▸ **Assignment**: Below are some records. Print all of them exactly as they appear.

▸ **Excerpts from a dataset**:
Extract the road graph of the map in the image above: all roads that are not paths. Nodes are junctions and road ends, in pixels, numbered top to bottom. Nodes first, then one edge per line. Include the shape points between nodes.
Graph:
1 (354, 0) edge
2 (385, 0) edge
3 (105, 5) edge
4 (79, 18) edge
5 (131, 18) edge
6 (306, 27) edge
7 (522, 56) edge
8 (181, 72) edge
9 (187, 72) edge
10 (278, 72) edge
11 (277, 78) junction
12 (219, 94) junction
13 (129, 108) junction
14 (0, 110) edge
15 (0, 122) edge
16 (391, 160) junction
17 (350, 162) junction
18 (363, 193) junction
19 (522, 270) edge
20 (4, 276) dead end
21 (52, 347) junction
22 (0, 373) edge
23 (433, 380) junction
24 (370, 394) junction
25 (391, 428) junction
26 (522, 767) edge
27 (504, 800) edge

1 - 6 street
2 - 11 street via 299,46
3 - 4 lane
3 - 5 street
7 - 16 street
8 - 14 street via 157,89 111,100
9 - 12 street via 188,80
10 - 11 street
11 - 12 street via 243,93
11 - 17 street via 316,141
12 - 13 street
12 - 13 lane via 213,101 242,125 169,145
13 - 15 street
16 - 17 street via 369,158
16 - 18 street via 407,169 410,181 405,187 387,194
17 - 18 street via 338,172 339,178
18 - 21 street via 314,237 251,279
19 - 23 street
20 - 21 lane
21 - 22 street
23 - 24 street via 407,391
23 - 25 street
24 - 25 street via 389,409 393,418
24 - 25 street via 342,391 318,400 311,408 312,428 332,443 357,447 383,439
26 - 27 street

▸ **Solved problem**:
Extract the road graph of the map in the image above: all roads that are not paths. Nodes are junctions and road ends, in pixels, numbered top to bottom. Nodes first, then one edge per line. Include the shape points between nodes.
Graph:
1 (354, 0) edge
2 (385, 0) edge
3 (105, 5) edge
4 (79, 18) edge
5 (131, 18) edge
6 (306, 27) edge
7 (522, 56) edge
8 (181, 72) edge
9 (187, 72) edge
10 (278, 72) edge
11 (277, 78) junction
12 (219, 94) junction
13 (129, 108) junction
14 (0, 110) edge
15 (0, 122) edge
16 (391, 160) junction
17 (350, 162) junction
18 (363, 193) junction
19 (522, 270) edge
20 (4, 276) dead end
21 (52, 347) junction
22 (0, 373) edge
23 (433, 380) junction
24 (370, 394) junction
25 (391, 428) junction
26 (522, 767) edge
27 (504, 800) edge

1 - 6 street
2 - 11 street via 299,46
3 - 4 lane
3 - 5 street
7 - 16 street
8 - 14 street via 157,89 111,100
9 - 12 street via 188,80
10 - 11 street
11 - 12 street via 243,93
11 - 17 street via 316,141
12 - 13 street
12 - 13 lane via 213,101 242,125 169,145
13 - 15 street
16 - 17 street via 369,158
16 - 18 street via 407,169 410,181 405,187 387,194
17 - 18 street via 338,172 339,178
18 - 21 street via 314,237 251,279
19 - 23 street
20 - 21 lane
21 - 22 street
23 - 24 street via 407,391
23 - 25 street
24 - 25 street via 389,409 393,418
24 - 25 street via 342,391 318,400 311,408 312,428 332,443 357,447 383,439
26 - 27 street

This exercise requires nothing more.